◆ TASK TO CARRY OUT
The lines to be copied are those below that contain "paths".

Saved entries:
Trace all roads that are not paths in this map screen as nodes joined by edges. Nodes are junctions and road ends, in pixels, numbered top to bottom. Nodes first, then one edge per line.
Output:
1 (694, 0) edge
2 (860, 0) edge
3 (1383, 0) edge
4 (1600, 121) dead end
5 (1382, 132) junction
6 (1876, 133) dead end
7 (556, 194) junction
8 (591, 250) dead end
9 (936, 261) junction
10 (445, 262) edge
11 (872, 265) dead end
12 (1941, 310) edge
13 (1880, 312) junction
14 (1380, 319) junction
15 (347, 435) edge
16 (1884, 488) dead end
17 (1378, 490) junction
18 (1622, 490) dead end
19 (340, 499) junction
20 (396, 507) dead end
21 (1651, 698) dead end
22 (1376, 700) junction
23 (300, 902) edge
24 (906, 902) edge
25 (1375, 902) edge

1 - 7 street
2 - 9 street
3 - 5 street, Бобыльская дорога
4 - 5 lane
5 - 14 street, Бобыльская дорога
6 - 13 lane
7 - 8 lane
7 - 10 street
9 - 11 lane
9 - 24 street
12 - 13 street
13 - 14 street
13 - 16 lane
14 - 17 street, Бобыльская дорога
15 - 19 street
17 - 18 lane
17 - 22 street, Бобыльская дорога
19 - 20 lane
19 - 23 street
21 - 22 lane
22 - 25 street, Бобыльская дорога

==

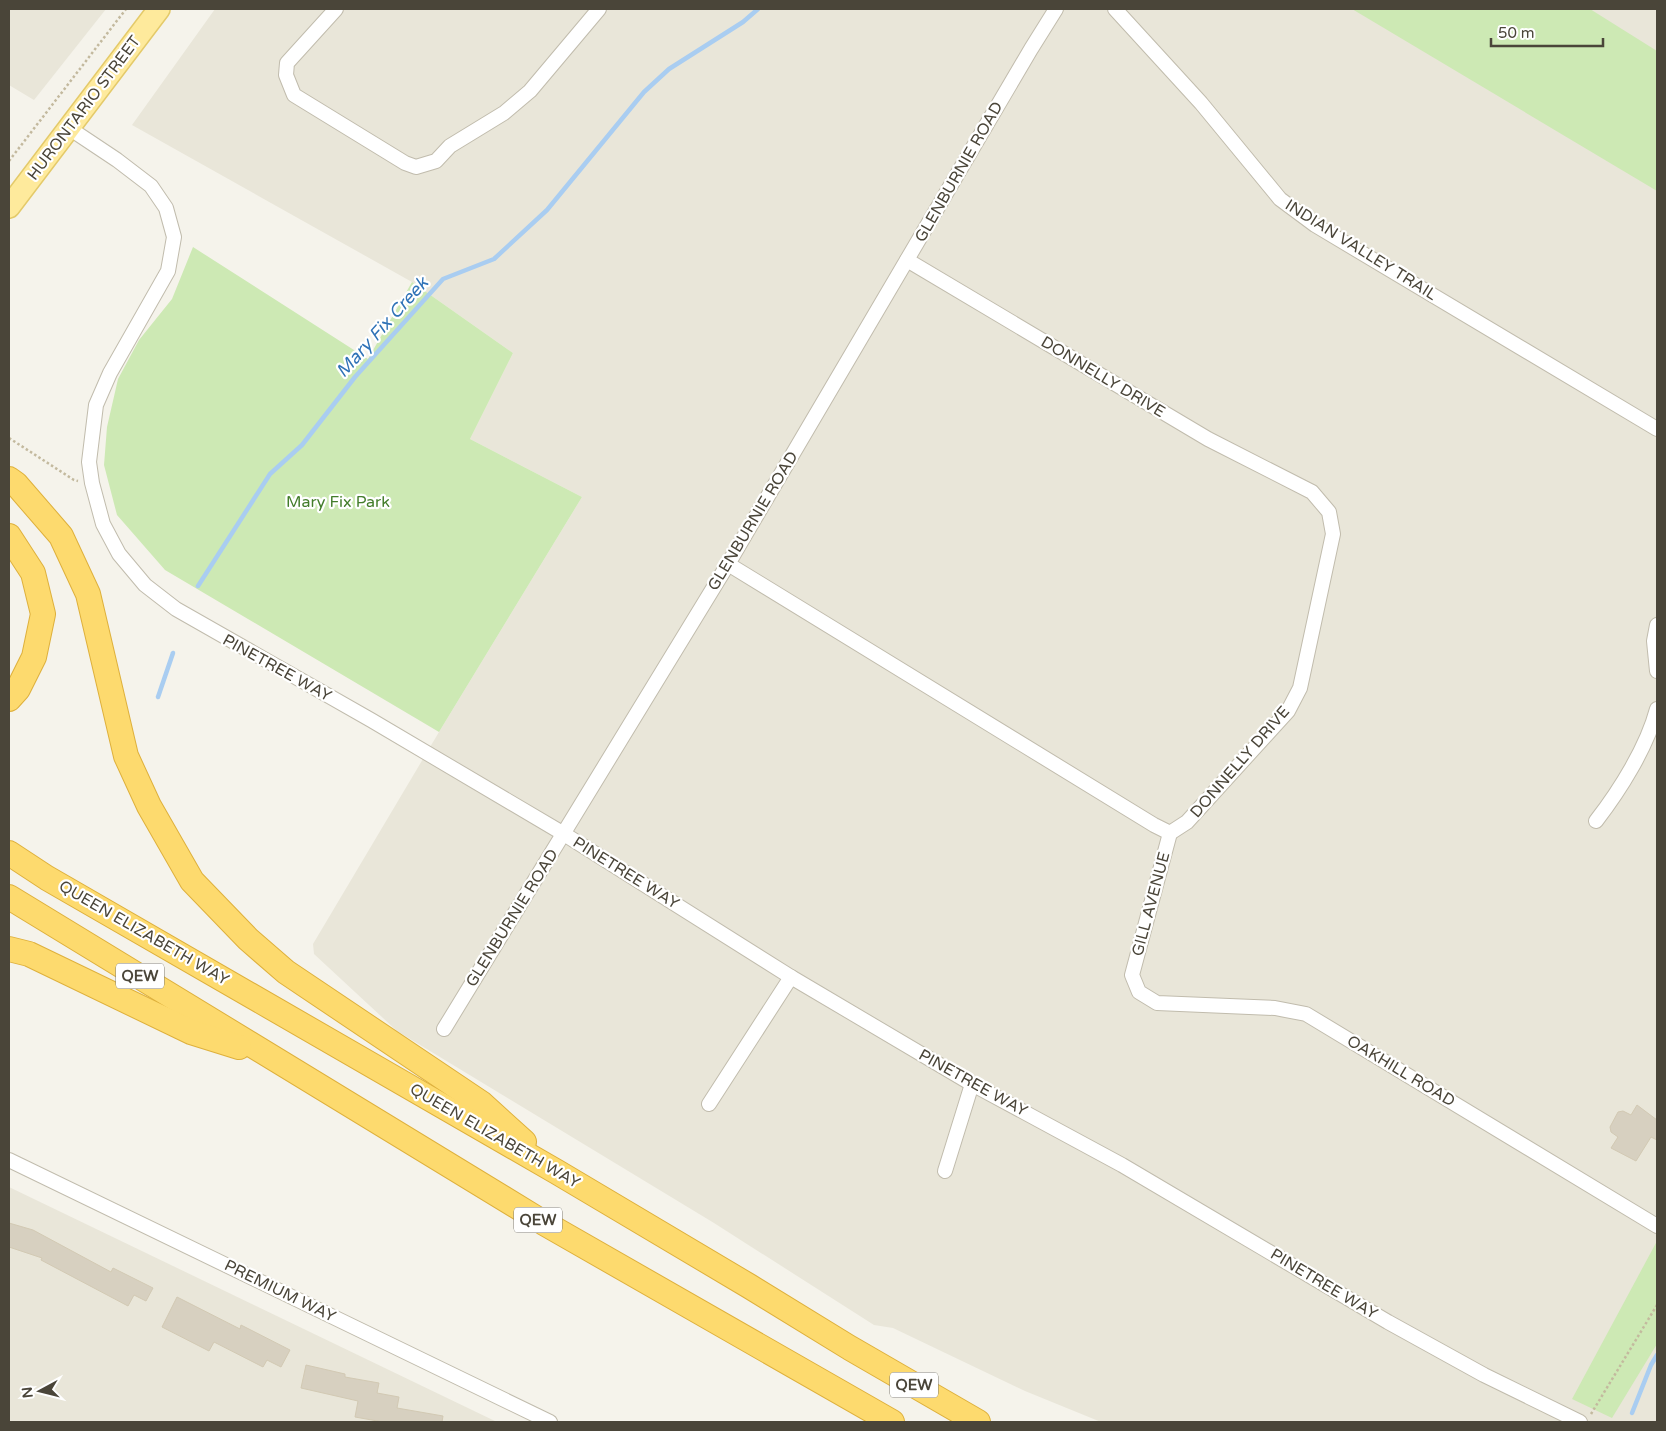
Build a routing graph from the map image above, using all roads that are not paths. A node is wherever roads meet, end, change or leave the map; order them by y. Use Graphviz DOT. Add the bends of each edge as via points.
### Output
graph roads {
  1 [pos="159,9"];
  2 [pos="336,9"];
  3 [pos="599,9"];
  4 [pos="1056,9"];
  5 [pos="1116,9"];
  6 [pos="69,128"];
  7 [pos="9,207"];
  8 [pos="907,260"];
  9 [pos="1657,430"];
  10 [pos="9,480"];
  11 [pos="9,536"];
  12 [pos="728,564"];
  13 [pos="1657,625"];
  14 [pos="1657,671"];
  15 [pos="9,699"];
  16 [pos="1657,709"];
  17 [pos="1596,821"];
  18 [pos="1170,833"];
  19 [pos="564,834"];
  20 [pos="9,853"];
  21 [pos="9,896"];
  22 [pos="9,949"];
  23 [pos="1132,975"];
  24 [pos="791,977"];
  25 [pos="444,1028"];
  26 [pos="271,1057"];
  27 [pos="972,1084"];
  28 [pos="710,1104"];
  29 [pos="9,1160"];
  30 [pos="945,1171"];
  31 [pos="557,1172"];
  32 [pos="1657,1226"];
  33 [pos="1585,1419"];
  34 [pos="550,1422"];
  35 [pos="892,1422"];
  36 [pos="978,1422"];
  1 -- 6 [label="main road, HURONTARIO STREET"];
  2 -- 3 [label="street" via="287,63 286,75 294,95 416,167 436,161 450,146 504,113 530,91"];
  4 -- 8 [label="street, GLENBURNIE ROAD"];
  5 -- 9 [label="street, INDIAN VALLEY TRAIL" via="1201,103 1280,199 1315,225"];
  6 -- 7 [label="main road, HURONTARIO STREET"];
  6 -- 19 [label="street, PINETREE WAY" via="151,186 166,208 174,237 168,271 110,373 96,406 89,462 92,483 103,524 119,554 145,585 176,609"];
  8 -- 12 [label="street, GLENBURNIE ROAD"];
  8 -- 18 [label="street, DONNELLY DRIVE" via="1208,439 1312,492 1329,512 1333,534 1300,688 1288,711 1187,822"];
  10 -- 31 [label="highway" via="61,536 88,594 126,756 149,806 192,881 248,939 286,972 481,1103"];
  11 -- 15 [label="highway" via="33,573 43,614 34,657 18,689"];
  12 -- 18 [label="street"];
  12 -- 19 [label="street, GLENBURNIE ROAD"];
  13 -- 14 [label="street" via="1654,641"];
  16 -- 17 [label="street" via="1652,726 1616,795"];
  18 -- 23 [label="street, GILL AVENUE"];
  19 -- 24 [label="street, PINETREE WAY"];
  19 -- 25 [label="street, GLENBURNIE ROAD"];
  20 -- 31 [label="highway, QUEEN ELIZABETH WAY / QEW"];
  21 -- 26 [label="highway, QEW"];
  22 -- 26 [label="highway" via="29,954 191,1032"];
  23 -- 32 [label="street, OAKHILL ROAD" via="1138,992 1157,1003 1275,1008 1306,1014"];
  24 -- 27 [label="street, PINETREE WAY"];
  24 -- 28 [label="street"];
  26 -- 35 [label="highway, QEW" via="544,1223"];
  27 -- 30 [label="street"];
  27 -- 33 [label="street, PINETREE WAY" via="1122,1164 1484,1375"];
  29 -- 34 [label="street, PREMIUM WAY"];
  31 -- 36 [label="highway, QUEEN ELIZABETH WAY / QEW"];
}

◆ REPLY TO THE TASK
Trace all roads that are not paths in this map screen as nodes joined by edges. Nodes are junctions and road ends, in pixels, numbered top to bottom. Nodes first, then one edge per line.
Build a routing graph from the map image above, using all roads that are not paths. A node is wherever roads meet, end, change or leave the map; order them by y. Use Graphviz DOT. Add the bends of each edge as via points.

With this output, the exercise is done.